There are 3 ways to make up a story:
1. Using a familiar story
For younger children, use a storybook that they have heard before. Page through the story and take turns to “tell” the story on each page.
Your children will remember some of the story from hearing it before and will use the pictures on the page as clues.
2. Using an unfamiliar story
Use a story with pictures that your children haven’t heard before and page through, taking turns to make up the story by interpreting the pictures.
Follow your kids’ lead and continue the story from their interpretation, while bringing in new ideas and events based on the pictures.
3. Making up a story
Make up a story without a book. This is a great game for the car or for bedtime.
Make up a beginning, such as “Once upon a time there was a little bear in the jungle.” Take turns, adding one line to the story at a time.
I used to play this game often in my classroom and it always got the kids in stitches!
8. Keep It Going
You can play this game anywhere, but the best place is while driving. It’s a great game for learning nouns and thinking fast.

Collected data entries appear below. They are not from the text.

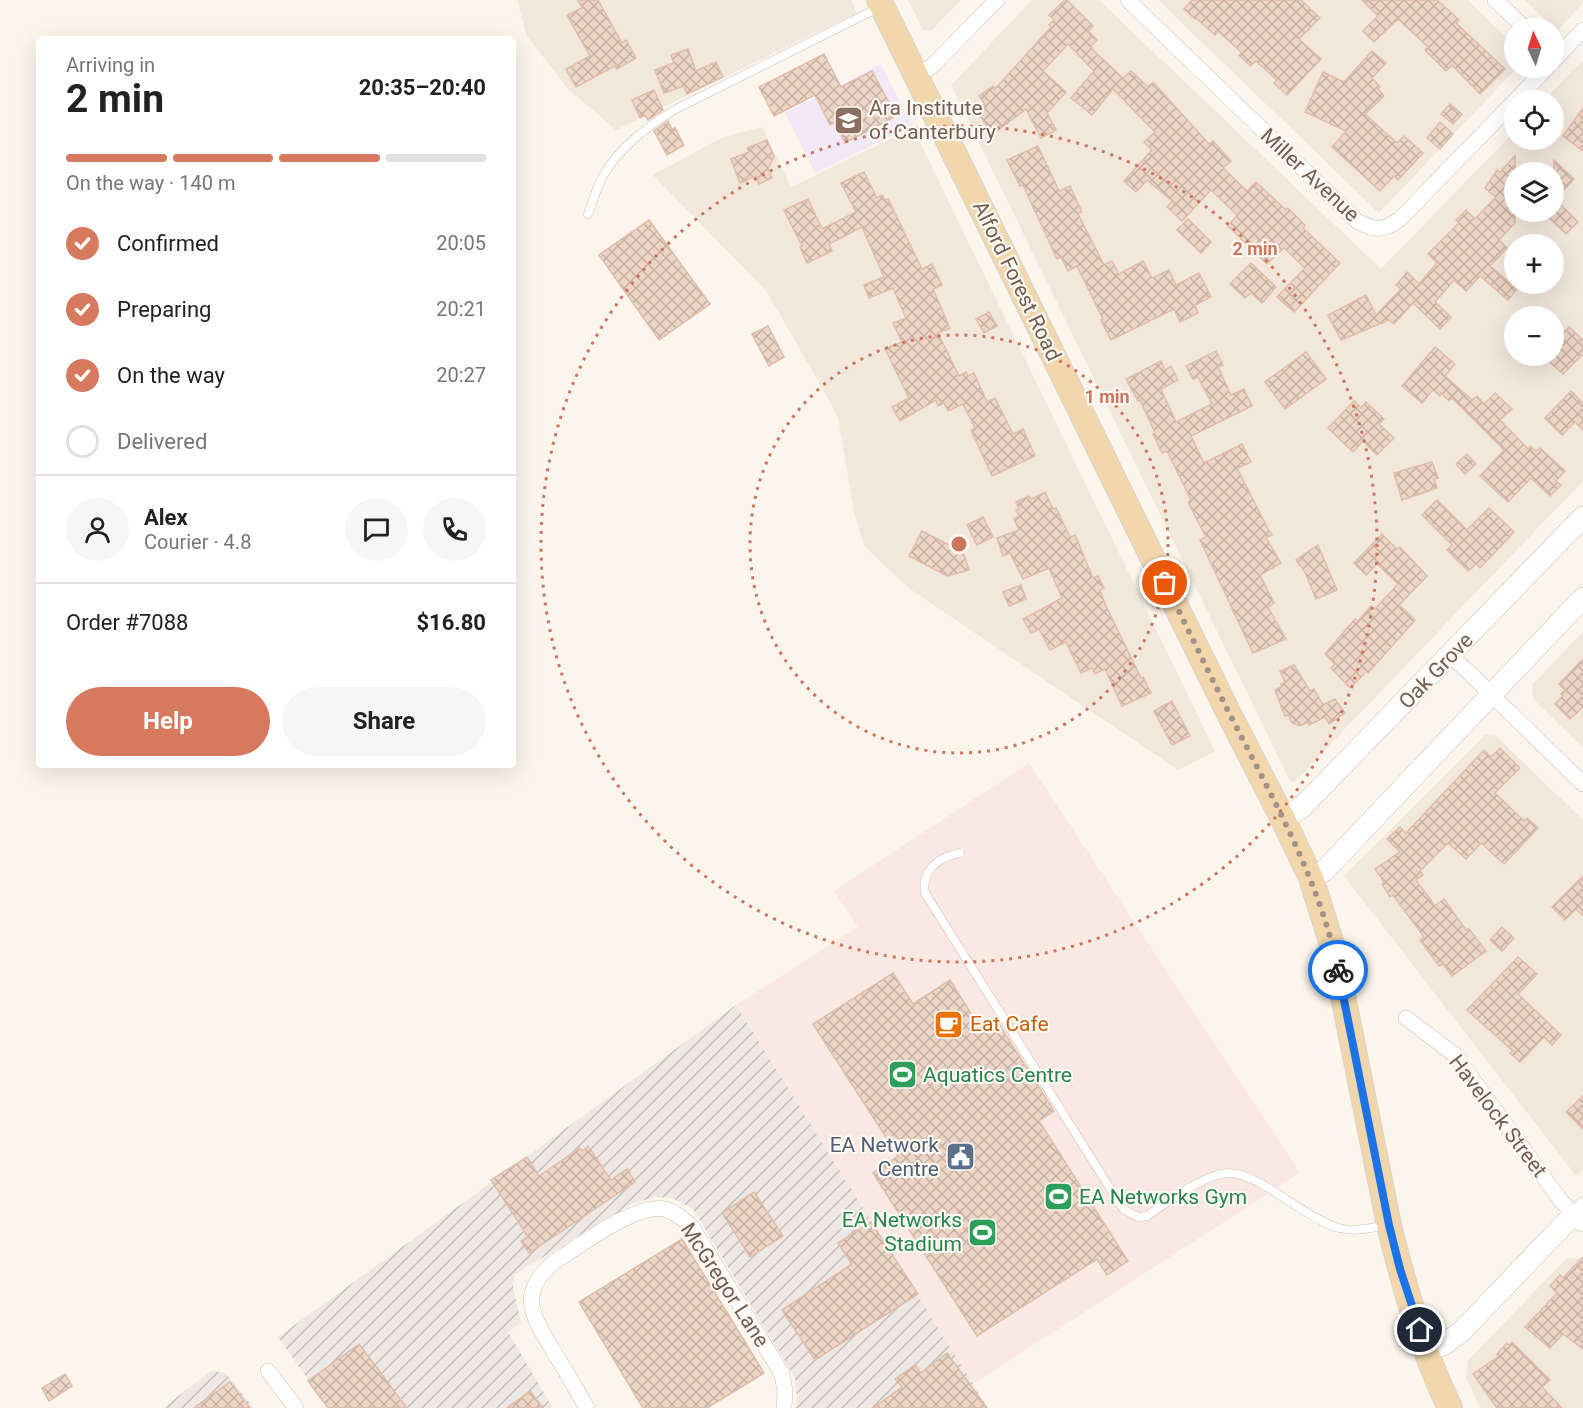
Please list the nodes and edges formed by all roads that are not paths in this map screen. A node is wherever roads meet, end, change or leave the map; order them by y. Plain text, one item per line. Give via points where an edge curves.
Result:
1 (997, 0) edge
2 (1128, 0) edge
3 (1496, 0) edge
4 (881, 3) edge
5 (1515, 18) edge
6 (1583, 30) edge
7 (1564, 50) edge
8 (917, 74) junction
9 (1537, 78) edge
10 (588, 214) dead end
11 (1583, 517) edge
12 (1583, 598) edge
13 (1451, 655) junction
14 (1491, 694) junction
15 (1583, 784) edge
16 (1283, 819) junction
17 (960, 853) dead end
18 (1311, 878) junction
19 (1406, 1018) dead end
20 (1580, 1213) edge
21 (1389, 1225) junction
22 (1426, 1350) junction
23 (268, 1371) dead end
24 (296, 1408) edge
25 (588, 1408) edge
26 (783, 1408) edge
27 (1450, 1408) edge

1 - 8 street via 931,67
2 - 9 street, Miller Avenue via 1369,228 1381,230 1400,219
3 - 5 street
4 - 8 main road, Alford Forest Road
4 - 10 lane via 649,126 611,163
6 - 7 street, Miller Avenue
8 - 16 main road, Alford Forest Road
11 - 13 street, Oak Grove
12 - 14 street
13 - 14 street
13 - 16 street, Oak Grove via 1302,807
14 - 15 street
14 - 18 street via 1324,871
16 - 18 main road, Alford Forest Road
17 - 21 lane via 950,855 926,873 926,894 1123,1209 1147,1216 1202,1182 1230,1173 1256,1181 1340,1228
18 - 21 main road, Alford Forest Road via 1334,951
19 - 20 street, Havelock Street via 1455,1055 1561,1201
20 - 22 street via 1462,1331 1445,1344
21 - 22 main road, Alford Forest Road
22 - 27 main road, Alford Forest Road
23 - 24 street
25 - 26 street, McGregor Lane via 535,1320 532,1295 536,1282 554,1262 630,1215 652,1208 666,1209 692,1227 782,1374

How to play Keep it going:
- As you pass things while driving, take turns naming as many things as you can.
- For example, say “tree, building, sign, traffic light, shop, chair, grass, clouds”, etc.
- Try to keep an unbroken chain of words throughout the trip.
This game is really fun and also requires a lot of thinking. Your children have to really concentrate and think on their toes to not break the continuous stream of words.
I hope you’ve enjoyed these games and activities for developing vocabulary.